(Stored data)
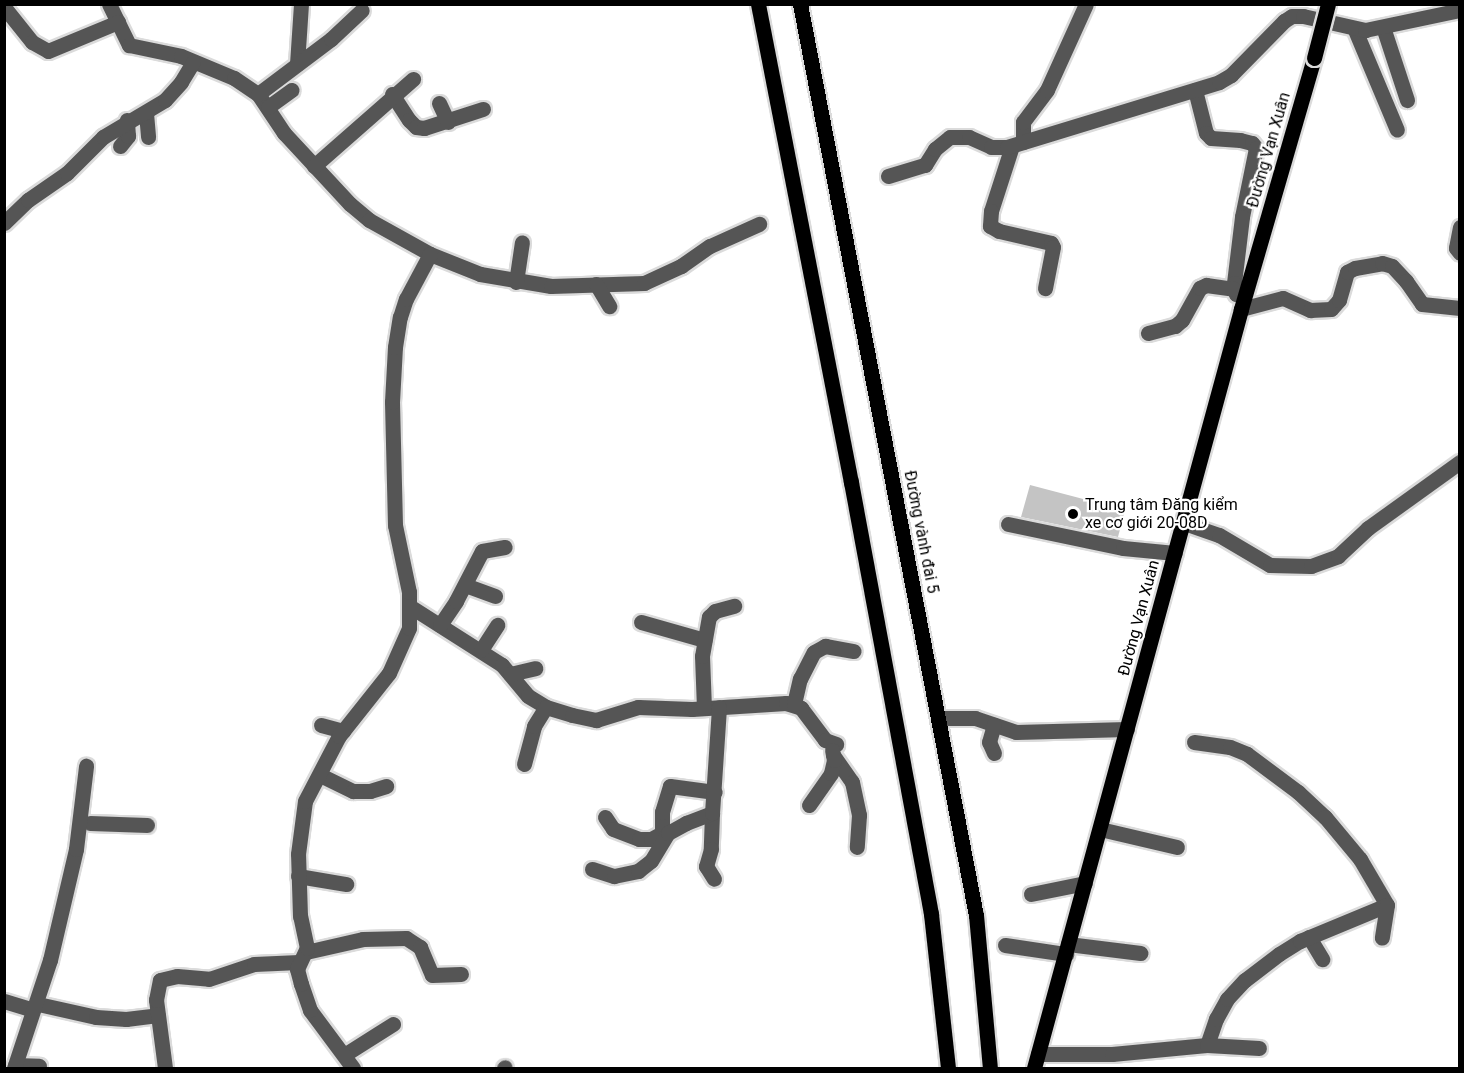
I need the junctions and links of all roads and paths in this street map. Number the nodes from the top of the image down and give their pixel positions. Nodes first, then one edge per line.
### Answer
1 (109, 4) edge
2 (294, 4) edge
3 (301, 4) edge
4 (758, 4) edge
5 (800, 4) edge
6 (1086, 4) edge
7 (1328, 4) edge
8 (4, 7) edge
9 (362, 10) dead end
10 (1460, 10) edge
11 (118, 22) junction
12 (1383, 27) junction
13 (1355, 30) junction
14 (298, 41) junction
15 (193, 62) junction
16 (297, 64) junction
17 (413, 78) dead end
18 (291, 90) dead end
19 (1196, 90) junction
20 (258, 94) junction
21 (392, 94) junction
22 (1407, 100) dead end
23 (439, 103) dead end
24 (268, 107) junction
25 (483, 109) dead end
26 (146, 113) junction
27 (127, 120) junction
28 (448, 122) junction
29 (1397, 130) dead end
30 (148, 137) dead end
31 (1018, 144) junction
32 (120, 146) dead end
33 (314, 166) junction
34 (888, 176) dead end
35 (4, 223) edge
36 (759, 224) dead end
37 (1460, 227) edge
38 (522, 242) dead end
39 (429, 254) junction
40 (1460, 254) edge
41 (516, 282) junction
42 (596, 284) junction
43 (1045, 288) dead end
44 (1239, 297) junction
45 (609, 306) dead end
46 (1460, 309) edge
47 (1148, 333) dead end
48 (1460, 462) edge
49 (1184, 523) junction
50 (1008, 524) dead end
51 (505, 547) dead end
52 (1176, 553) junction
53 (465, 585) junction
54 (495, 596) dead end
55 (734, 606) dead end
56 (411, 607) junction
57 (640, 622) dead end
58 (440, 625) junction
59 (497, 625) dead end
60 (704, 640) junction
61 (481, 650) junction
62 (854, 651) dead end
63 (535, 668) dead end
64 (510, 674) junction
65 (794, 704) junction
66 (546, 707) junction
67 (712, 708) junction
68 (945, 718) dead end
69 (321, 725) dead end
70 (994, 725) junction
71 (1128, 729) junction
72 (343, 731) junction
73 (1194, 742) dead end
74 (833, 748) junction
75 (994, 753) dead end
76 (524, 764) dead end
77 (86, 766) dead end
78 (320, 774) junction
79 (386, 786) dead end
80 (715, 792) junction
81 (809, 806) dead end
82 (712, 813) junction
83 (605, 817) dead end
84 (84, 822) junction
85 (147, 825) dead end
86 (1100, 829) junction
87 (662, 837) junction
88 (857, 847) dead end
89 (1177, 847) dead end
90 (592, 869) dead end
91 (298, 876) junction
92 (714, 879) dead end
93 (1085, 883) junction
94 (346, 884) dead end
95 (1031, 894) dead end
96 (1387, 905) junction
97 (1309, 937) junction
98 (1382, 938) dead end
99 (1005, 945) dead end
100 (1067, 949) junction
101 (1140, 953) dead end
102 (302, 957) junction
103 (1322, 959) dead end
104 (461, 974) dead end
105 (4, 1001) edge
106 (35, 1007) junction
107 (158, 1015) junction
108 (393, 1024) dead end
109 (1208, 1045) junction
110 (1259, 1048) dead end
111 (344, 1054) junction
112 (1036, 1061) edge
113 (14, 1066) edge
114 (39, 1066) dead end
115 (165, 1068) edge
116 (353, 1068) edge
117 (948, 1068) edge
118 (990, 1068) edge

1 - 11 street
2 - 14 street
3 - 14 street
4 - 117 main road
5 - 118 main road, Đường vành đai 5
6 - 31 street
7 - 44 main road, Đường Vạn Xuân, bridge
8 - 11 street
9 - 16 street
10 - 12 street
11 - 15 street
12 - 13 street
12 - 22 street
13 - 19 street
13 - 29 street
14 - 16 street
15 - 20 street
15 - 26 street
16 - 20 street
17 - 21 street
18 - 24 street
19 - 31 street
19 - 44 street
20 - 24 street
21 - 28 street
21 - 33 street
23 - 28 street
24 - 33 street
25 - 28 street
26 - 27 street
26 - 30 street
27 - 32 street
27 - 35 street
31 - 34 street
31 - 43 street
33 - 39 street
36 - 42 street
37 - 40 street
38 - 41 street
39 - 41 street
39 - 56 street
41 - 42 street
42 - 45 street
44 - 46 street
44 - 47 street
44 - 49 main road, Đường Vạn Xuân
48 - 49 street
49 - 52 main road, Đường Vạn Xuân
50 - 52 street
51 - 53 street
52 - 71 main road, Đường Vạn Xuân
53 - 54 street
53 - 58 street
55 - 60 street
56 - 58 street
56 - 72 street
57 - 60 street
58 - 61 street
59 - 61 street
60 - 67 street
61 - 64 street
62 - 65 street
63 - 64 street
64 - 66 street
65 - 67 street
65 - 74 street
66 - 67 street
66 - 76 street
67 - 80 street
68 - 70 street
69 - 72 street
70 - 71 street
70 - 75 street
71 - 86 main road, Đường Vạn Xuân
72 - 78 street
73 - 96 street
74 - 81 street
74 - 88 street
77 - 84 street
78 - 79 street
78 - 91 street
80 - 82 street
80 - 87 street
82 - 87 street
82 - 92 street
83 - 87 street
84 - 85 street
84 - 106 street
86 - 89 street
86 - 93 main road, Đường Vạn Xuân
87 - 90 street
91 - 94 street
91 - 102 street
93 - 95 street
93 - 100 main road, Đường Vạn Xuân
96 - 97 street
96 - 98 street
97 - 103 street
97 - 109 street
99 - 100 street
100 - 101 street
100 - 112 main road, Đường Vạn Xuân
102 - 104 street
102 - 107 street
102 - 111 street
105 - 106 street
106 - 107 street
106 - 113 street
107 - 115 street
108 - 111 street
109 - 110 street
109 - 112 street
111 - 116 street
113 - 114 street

Directions =
Copy out every line of the data above, taking care to leave the pictures out.

Your solution =
I need the junctions and links of all roads and paths in this street map. Number the nodes from the top of the image down and give their pixel positions. Nodes first, then one edge per line.
### Answer
1 (109, 4) edge
2 (294, 4) edge
3 (301, 4) edge
4 (758, 4) edge
5 (800, 4) edge
6 (1086, 4) edge
7 (1328, 4) edge
8 (4, 7) edge
9 (362, 10) dead end
10 (1460, 10) edge
11 (118, 22) junction
12 (1383, 27) junction
13 (1355, 30) junction
14 (298, 41) junction
15 (193, 62) junction
16 (297, 64) junction
17 (413, 78) dead end
18 (291, 90) dead end
19 (1196, 90) junction
20 (258, 94) junction
21 (392, 94) junction
22 (1407, 100) dead end
23 (439, 103) dead end
24 (268, 107) junction
25 (483, 109) dead end
26 (146, 113) junction
27 (127, 120) junction
28 (448, 122) junction
29 (1397, 130) dead end
30 (148, 137) dead end
31 (1018, 144) junction
32 (120, 146) dead end
33 (314, 166) junction
34 (888, 176) dead end
35 (4, 223) edge
36 (759, 224) dead end
37 (1460, 227) edge
38 (522, 242) dead end
39 (429, 254) junction
40 (1460, 254) edge
41 (516, 282) junction
42 (596, 284) junction
43 (1045, 288) dead end
44 (1239, 297) junction
45 (609, 306) dead end
46 (1460, 309) edge
47 (1148, 333) dead end
48 (1460, 462) edge
49 (1184, 523) junction
50 (1008, 524) dead end
51 (505, 547) dead end
52 (1176, 553) junction
53 (465, 585) junction
54 (495, 596) dead end
55 (734, 606) dead end
56 (411, 607) junction
57 (640, 622) dead end
58 (440, 625) junction
59 (497, 625) dead end
60 (704, 640) junction
61 (481, 650) junction
62 (854, 651) dead end
63 (535, 668) dead end
64 (510, 674) junction
65 (794, 704) junction
66 (546, 707) junction
67 (712, 708) junction
68 (945, 718) dead end
69 (321, 725) dead end
70 (994, 725) junction
71 (1128, 729) junction
72 (343, 731) junction
73 (1194, 742) dead end
74 (833, 748) junction
75 (994, 753) dead end
76 (524, 764) dead end
77 (86, 766) dead end
78 (320, 774) junction
79 (386, 786) dead end
80 (715, 792) junction
81 (809, 806) dead end
82 (712, 813) junction
83 (605, 817) dead end
84 (84, 822) junction
85 (147, 825) dead end
86 (1100, 829) junction
87 (662, 837) junction
88 (857, 847) dead end
89 (1177, 847) dead end
90 (592, 869) dead end
91 (298, 876) junction
92 (714, 879) dead end
93 (1085, 883) junction
94 (346, 884) dead end
95 (1031, 894) dead end
96 (1387, 905) junction
97 (1309, 937) junction
98 (1382, 938) dead end
99 (1005, 945) dead end
100 (1067, 949) junction
101 (1140, 953) dead end
102 (302, 957) junction
103 (1322, 959) dead end
104 (461, 974) dead end
105 (4, 1001) edge
106 (35, 1007) junction
107 (158, 1015) junction
108 (393, 1024) dead end
109 (1208, 1045) junction
110 (1259, 1048) dead end
111 (344, 1054) junction
112 (1036, 1061) edge
113 (14, 1066) edge
114 (39, 1066) dead end
115 (165, 1068) edge
116 (353, 1068) edge
117 (948, 1068) edge
118 (990, 1068) edge

1 - 11 street
2 - 14 street
3 - 14 street
4 - 117 main road
5 - 118 main road, Đường vành đai 5
6 - 31 street
7 - 44 main road, Đường Vạn Xuân, bridge
8 - 11 street
9 - 16 street
10 - 12 street
11 - 15 street
12 - 13 street
12 - 22 street
13 - 19 street
13 - 29 street
14 - 16 street
15 - 20 street
15 - 26 street
16 - 20 street
17 - 21 street
18 - 24 street
19 - 31 street
19 - 44 street
20 - 24 street
21 - 28 street
21 - 33 street
23 - 28 street
24 - 33 street
25 - 28 street
26 - 27 street
26 - 30 street
27 - 32 street
27 - 35 street
31 - 34 street
31 - 43 street
33 - 39 street
36 - 42 street
37 - 40 street
38 - 41 street
39 - 41 street
39 - 56 street
41 - 42 street
42 - 45 street
44 - 46 street
44 - 47 street
44 - 49 main road, Đường Vạn Xuân
48 - 49 street
49 - 52 main road, Đường Vạn Xuân
50 - 52 street
51 - 53 street
52 - 71 main road, Đường Vạn Xuân
53 - 54 street
53 - 58 street
55 - 60 street
56 - 58 street
56 - 72 street
57 - 60 street
58 - 61 street
59 - 61 street
60 - 67 street
61 - 64 street
62 - 65 street
63 - 64 street
64 - 66 street
65 - 67 street
65 - 74 street
66 - 67 street
66 - 76 street
67 - 80 street
68 - 70 street
69 - 72 street
70 - 71 street
70 - 75 street
71 - 86 main road, Đường Vạn Xuân
72 - 78 street
73 - 96 street
74 - 81 street
74 - 88 street
77 - 84 street
78 - 79 street
78 - 91 street
80 - 82 street
80 - 87 street
82 - 87 street
82 - 92 street
83 - 87 street
84 - 85 street
84 - 106 street
86 - 89 street
86 - 93 main road, Đường Vạn Xuân
87 - 90 street
91 - 94 street
91 - 102 street
93 - 95 street
93 - 100 main road, Đường Vạn Xuân
96 - 97 street
96 - 98 street
97 - 103 street
97 - 109 street
99 - 100 street
100 - 101 street
100 - 112 main road, Đường Vạn Xuân
102 - 104 street
102 - 107 street
102 - 111 street
105 - 106 street
106 - 107 street
106 - 113 street
107 - 115 street
108 - 111 street
109 - 110 street
109 - 112 street
111 - 116 street
113 - 114 street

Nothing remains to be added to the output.